A avaliação de culturas exige distinguir dois casos com métodos diferentes. Uma lavoura anual em formação — plantada e ainda não colhida — vale, em regra, o custo efetivamente incorrido até a data, acrescido do que for cabível conforme a finalidade.
Uma cultura perene é outra coisa: um ativo produtivo com vida útil de anos ou décadas. O seu valor decorre da produção que ainda vai gerar, descontada a valor presente, considerando o estágio em que se encontra dentro do seu ciclo de vida produtiva.
Como o cálculo é feito
Identificação do tipo e do estágio
Cultura anual ou perene, estágio de desenvolvimento e posição dentro do ciclo produtivo.
Levantamento em vistoria
Área efetivamente cultivada, densidade, estado fitossanitário e uniformidade, com registro fotográfico.
Avaliação de lavoura em formação
Apuração dos custos efetivamente incorridos até a data — preparo, insumos, plantio, tratos — com comprovação documental.
Avaliação de cultura perene
Projeção da produção remanescente ao longo da vida útil restante, com produtividade e preços fundamentados.
Desconto a valor presente
Para culturas perenes, trazida do fluxo futuro à data-base, com a taxa declarada e fundamentada.
Análise de sensibilidade
Efeito de variações em produtividade, preço e vida útil restante sobre o resultado.
Onde este cálculo costuma errar
São os pontos que mais geram impugnação — e os que conferimos primeiro quando a planilha vem pronta da parte contrária.
Cultura perene avaliada pelo custo de implantação
Uma lavoura perene em plena produção vale o que ainda vai produzir, não o que custou plantar. O método precisa corresponder ao objeto.
Vida útil restante não estimada
O valor depende diretamente de quantos ciclos produtivos ainda restam, o que exige avaliação do estágio e do estado.

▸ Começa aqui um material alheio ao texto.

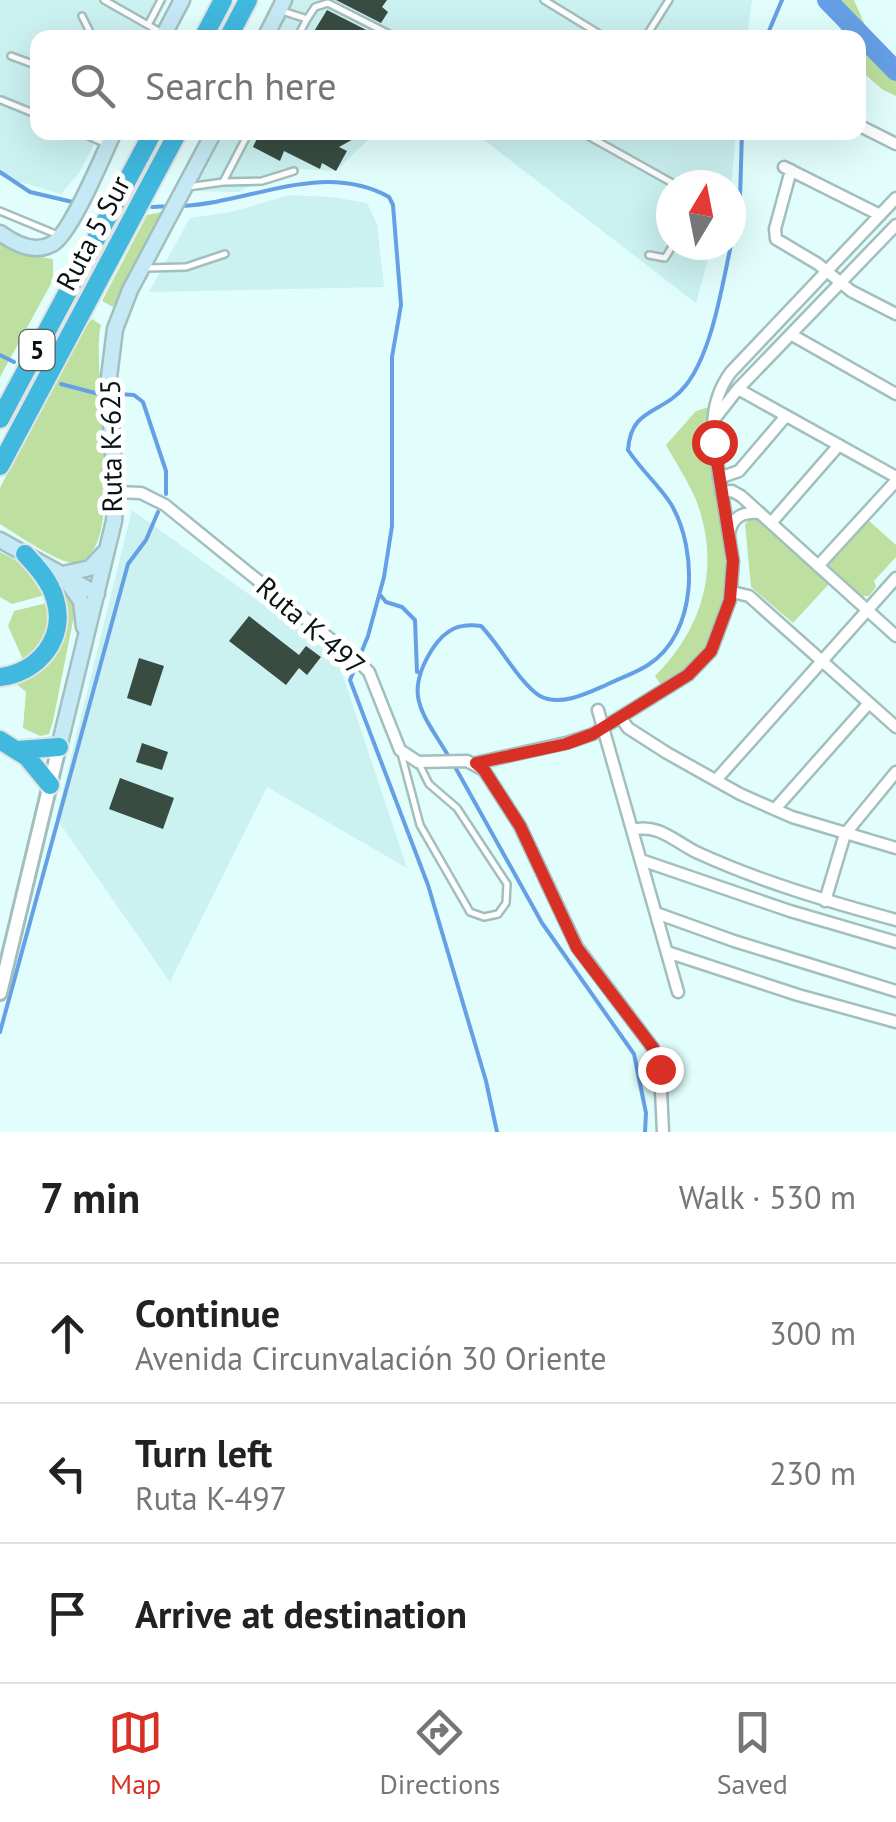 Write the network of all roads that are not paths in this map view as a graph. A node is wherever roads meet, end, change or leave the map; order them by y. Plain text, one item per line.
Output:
1 (104, 0) edge
2 (161, 0) edge
3 (182, 0) edge
4 (223, 0) edge
5 (248, 0) edge
6 (544, 0) edge
7 (669, 0) edge
8 (282, 5) edge
9 (82, 16) dead end
10 (306, 19) junction
11 (148, 25) junction
12 (89, 30) edge
13 (155, 30) edge
14 (166, 30) edge
15 (207, 30) edge
16 (232, 30) edge
17 (268, 30) edge
18 (301, 30) edge
19 (381, 30) edge
20 (593, 30) edge
21 (650, 30) edge
22 (11, 56) dead end
23 (30, 63) edge
24 (1, 100) edge
25 (30, 112) edge
26 (866, 129) edge
27 (111, 140) edge
28 (148, 140) edge
29 (174, 140) edge
30 (210, 140) edge
31 (245, 140) edge
32 (595, 140) edge
33 (896, 144) edge
34 (294, 172) dead end
35 (656, 174) edge
36 (223, 182) junction
37 (182, 193) junction
38 (896, 198) edge
39 (0, 211) edge
40 (880, 216) junction
41 (894, 232) edge
42 (0, 233) edge
43 (61, 236) junction
44 (225, 254) dead end
45 (650, 255) dead end
46 (656, 256) edge
47 (143, 268) junction
48 (828, 272) junction
49 (840, 284) junction
50 (896, 314) edge
51 (792, 336) junction
52 (738, 389) junction
53 (896, 394) edge
54 (786, 416) junction
55 (0, 419) edge
56 (712, 424) junction
57 (839, 445) junction
58 (0, 466) edge
59 (719, 478) junction
60 (896, 479) edge
61 (116, 492) junction
62 (721, 492) junction
63 (761, 514) junction
64 (771, 523) junction
65 (729, 535) junction
66 (0, 540) edge
67 (107, 548) junction
68 (25, 554) junction
69 (818, 566) junction
70 (61, 574) junction
71 (896, 578) edge
72 (732, 592) junction
73 (97, 594) junction
74 (867, 610) junction
75 (896, 636) edge
76 (85, 641) junction
77 (822, 661) junction
78 (0, 677) edge
79 (869, 703) junction
80 (598, 710) dead end
81 (620, 718) junction
82 (603, 728) junction
83 (896, 728) edge
84 (0, 740) edge
85 (59, 747) junction
86 (18, 750) junction
87 (400, 750) junction
88 (422, 762) junction
89 (472, 762) junction
90 (896, 772) edge
91 (716, 780) junction
92 (50, 784) junction
93 (775, 809) junction
94 (632, 830) junction
95 (845, 834) junction
96 (896, 848) edge
97 (641, 860) junction
98 (825, 900) junction
99 (656, 912) junction
100 (896, 920) edge
101 (896, 942) edge
102 (667, 952) junction
103 (896, 990) edge
104 (678, 992) dead end
105 (0, 993) edge
106 (896, 1022) edge
107 (662, 1132) edge

1 - 11 lane
2 - 11 lane
3 - 14 main road
4 - 15 highway
5 - 16 highway
6 - 20 lane
7 - 21 lane
8 - 10 lane
8 - 17 main road
9 - 12 lane
10 - 18 lane
10 - 19 lane
11 - 13 lane
22 - 23 lane
24 - 25 lane
26 - 33 street
27 - 43 main road
28 - 55 highway, Ruta 5 Sur / 5
29 - 58 highway, Ruta 5 Sur / 5
30 - 37 main road, Ruta K-625
31 - 36 lane
32 - 35 lane
34 - 36 lane
36 - 37 lane
37 - 47 main road, Ruta K-625
38 - 40 street
39 - 43 lane
40 - 48 street
40 - 48 street
41 - 49 street
42 - 43 main road
44 - 47 lane
45 - 46 lane
47 - 61 main road, Ruta K-625
48 - 49 street
48 - 56 street
49 - 50 street
49 - 51 street
51 - 52 street
51 - 53 street
52 - 54 street
52 - 56 street
54 - 57 street
54 - 59 street
56 - 59 street
57 - 60 street
57 - 64 street
59 - 62 street
60 - 69 street
61 - 67 main road, Ruta K-625
61 - 87 street, Ruta K-497
62 - 63 street
62 - 65 street
63 - 64 street
63 - 65 street
64 - 69 street
65 - 72 street
66 - 68 main road
67 - 70 main road
67 - 73 main road, Ruta K-625
68 - 70 main road
68 - 78 highway
69 - 74 street
70 - 73 main road
70 - 76 main road
71 - 74 street
72 - 77 street
72 - 81 street
73 - 76 main road, Ruta K-625
74 - 75 street
74 - 77 street
76 - 85 main road, Ruta K-625
77 - 79 street
77 - 91 street
79 - 83 street
79 - 93 street
80 - 82 street
81 - 82 street
81 - 91 street
82 - 89 street
82 - 94 street
84 - 86 highway
85 - 86 highway
85 - 92 street, Ruta K-625
86 - 92 highway
87 - 88 street
87 - 88 lane
88 - 89 street
89 - 107 street
90 - 95 street
91 - 93 street
92 - 105 street, Ruta K-625
93 - 95 street
94 - 97 street
94 - 98 street
95 - 96 street
95 - 98 street
97 - 99 street
97 - 101 street
98 - 100 street
99 - 102 street
99 - 103 street
102 - 104 street
102 - 106 street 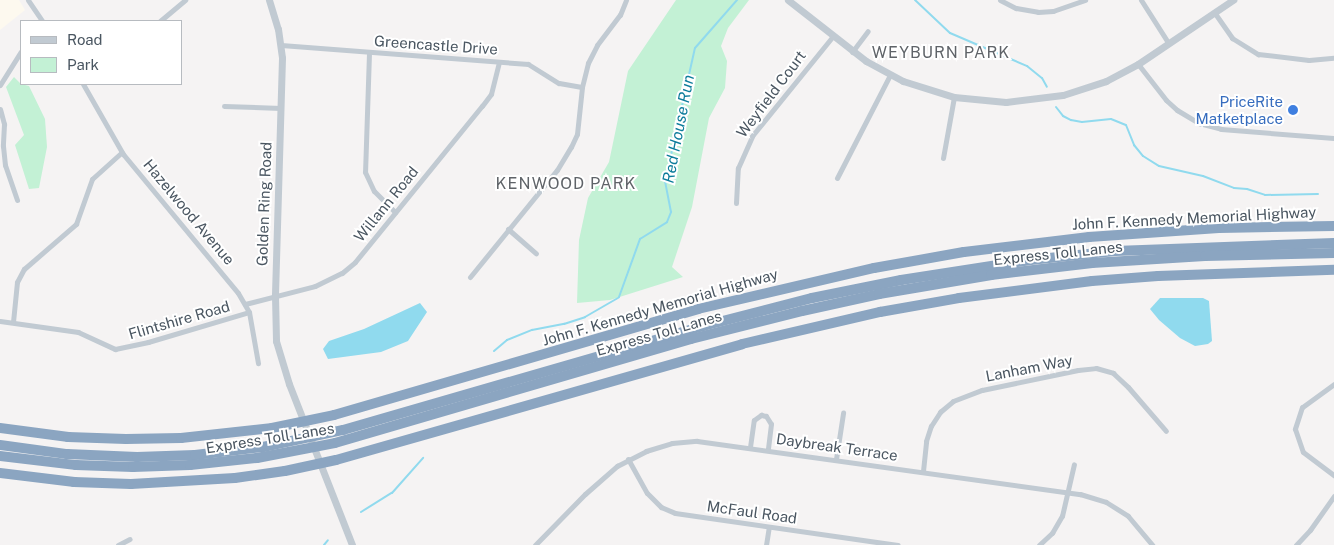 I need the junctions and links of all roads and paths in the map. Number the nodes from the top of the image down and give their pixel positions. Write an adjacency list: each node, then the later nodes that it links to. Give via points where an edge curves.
1 (28, 0): 11 (street)
2 (185, 0): 12 (street)
3 (269, 0): 16 (street, Golden Ring Road)
4 (626, 0): 26 (street, via 616,21 593,51)
5 (788, 0): 14 (street)
6 (1000, 0): 7 (street, via 1016,8 1038,12 1053,11)
7 (1085, 0)
8 (1141, 0): 15 (street)
9 (1233, 0): 10 (street)
10 (1214, 12): 15 (street); 20 (street, via 1232,38 1258,54 1309,60)
11 (41, 20)
12 (161, 20)
13 (868, 31): 18 (street)
14 (832, 36): 18 (street); 36 (street, Weyfield Court, via 752,136 738,168)
15 (1169, 44): 22 (street)
16 (281, 45): 17 (street, Greencastle Drive); 29 (street, Golden Ring Road)
17 (369, 52): 21 (street, Greencastle Drive); 37 (street, via 365,172 374,191)
18 (852, 52): 23 (street)
19 (20, 54): 24 (street)
20 (1334, 58)
21 (499, 62): 26 (street, Greencastle Drive, via 528,64 558,83); 37 (street, Willann Road, via 490,94 482,106)
22 (1138, 64): 27 (street, via 1085,89 1043,99 1000,102); 31 (street, via 1166,100 1199,123 1221,129)
23 (890, 75): 27 (street); 34 (street)
24 (0, 84)
25 (85, 85): 32 (street, Hazelwood Avenue)
26 (582, 87): 39 (street, via 572,148)
27 (954, 97): 33 (street)
28 (224, 106): 29 (street)
29 (281, 108): 45 (street, Golden Ring Road)
30 (0, 109): 35 (street, via 4,124 5,165)
31 (1334, 138)
32 (122, 152): 46 (street, Hazelwood Avenue); 49 (street, via 92,179 76,224 24,269 17,282)
33 (942, 158)
34 (837, 178)
35 (17, 200)
36 (736, 202)
37 (395, 212): 45 (street, Willann Road, via 360,257 342,273 315,286)
38 (1334, 226): 53 (highway, John F. Kennedy Memorial Highway, via 1219,228 1089,237 964,252 874,268 698,309 334,415 272,428 126,440 57,436)
39 (508, 229): 41 (street); 44 (street)
40 (1334, 243): 55 (highway, Express Toll Lanes, via 1115,251 1030,260 895,281 703,326 351,428 263,447 195,455 126,457 68,454)
41 (536, 253)
42 (1334, 253): 58 (highway, Express Toll Lanes, via 1108,262 992,275 887,293 709,334 335,443 257,458 196,465 133,467 76,465)
43 (1334, 270): 63 (highway, via 1092,281 880,312 742,344 345,458 285,471 227,479 131,484 74,482)
44 (470, 277)
45 (275, 296): 46 (street, Willann Road); 70 (street, Golden Ring Road, via 279,355)
46 (245, 304): 47 (street, Hazelwood Avenue)
47 (249, 312): 49 (street, Flintshire Road, via 157,340 115,349 78,332); 50 (street, Hazelwood Avenue)
48 (0, 321): 49 (street, Flintshire Road)
49 (13, 322)
50 (258, 363)
51 (1334, 384): 64 (street, via 1302,407 1295,429 1303,452)
52 (843, 413): 60 (street)
53 (0, 428)
54 (1166, 431): 62 (street, Lanham Way, via 1113,373 1096,368 1078,370 982,390 953,401 931,426)
55 (0, 445)
56 (750, 447): 57 (street, Daybreak Terrace); 57 (street, via 754,420 761,415 766,416 771,424); 59 (street, Daybreak Terrace, via 688,441 661,446)
57 (768, 450): 60 (street, Daybreak Terrace)
58 (0, 456)
59 (628, 459): 67 (street, McFaul Road, via 647,493 666,510); 71 (street, Daybreak Terrace, via 600,480)
60 (836, 459): 62 (street, Daybreak Terrace)
61 (1074, 464): 65 (street)
62 (922, 471): 65 (street, Daybreak Terrace)
63 (0, 473)
64 (1334, 474)
65 (1068, 492): 74 (street, via 1058,525); 75 (street, Daybreak Terrace, via 1093,497 1117,508)
66 (1334, 496): 76 (street)
67 (769, 527): 72 (street); 73 (street, McFaul Road)
68 (130, 539): 69 (street)
69 (118, 545)
70 (352, 545)
71 (535, 545)
72 (766, 545)
73 (898, 545)
74 (1039, 545)
75 (1152, 545)
76 (1296, 545)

Custos incorridos sem comprovação
Em lavoura em formação, cada custo precisa de nota fiscal ou comprovante. Estimativas por tabela enfraquecem o laudo.
Taxa de desconto arbitrada
Em culturas perenes, o resultado é sensível à taxa. Ela precisa ser fundamentada e acompanhada de análise de sensibilidade.
Documentos que sustentam o trabalho
- Documentação da área e do plantio, com datas
- Notas fiscais de insumos, mudas, sementes e serviços
- Registro fotográfico datado da cultura e do seu estágio
- Laudo agronômico sobre estado, densidade e vida útil restante
- Histórico de produtividade da cultura na propriedade
- Cotações do produto e projeções de mercado
A falta de qualquer um deles não impede o trabalho: fica registrada no laudo, com a indicação do que foi usado em substituição e do que, por consequência, não pode ser afirmado.
O que você recebe
- Caracterização com vistoria — área, densidade, estágio e estado fitossanitário
- Custos incorridos — em lavoura em formação, com comprovação de cada item
- Projeção da produção remanescente — em cultura perene, com premissas declaradas
- Valor com sensibilidade — resultado e resposta às premissas críticas
Perguntas frequentes
Por que culturas perenes não se avaliam pelo custo?+
Porque uma lavoura perene em produção é um ativo gerador de renda, e o seu valor decorre da produção futura, não do investimento passado. Avaliar pelo custo de implantação subestima drasticamente uma cultura já produtiva.
Como se estima a vida útil restante?+
Por laudo agronômico que avalie o estágio, o estado fitossanitário e o manejo, comparados à vida útil típica da espécie e da variedade. É a premissa de maior peso no resultado e por isso recebe análise de sensibilidade.
Lavoura anual destruída antes da colheita vale quanto?+
Em regra, os custos efetivamente incorridos até a data. Quando a finalidade admite, pode-se apurar também a margem que a colheita geraria — mas as duas medidas não se somam, e o laudo declara qual foi adotada e por quê.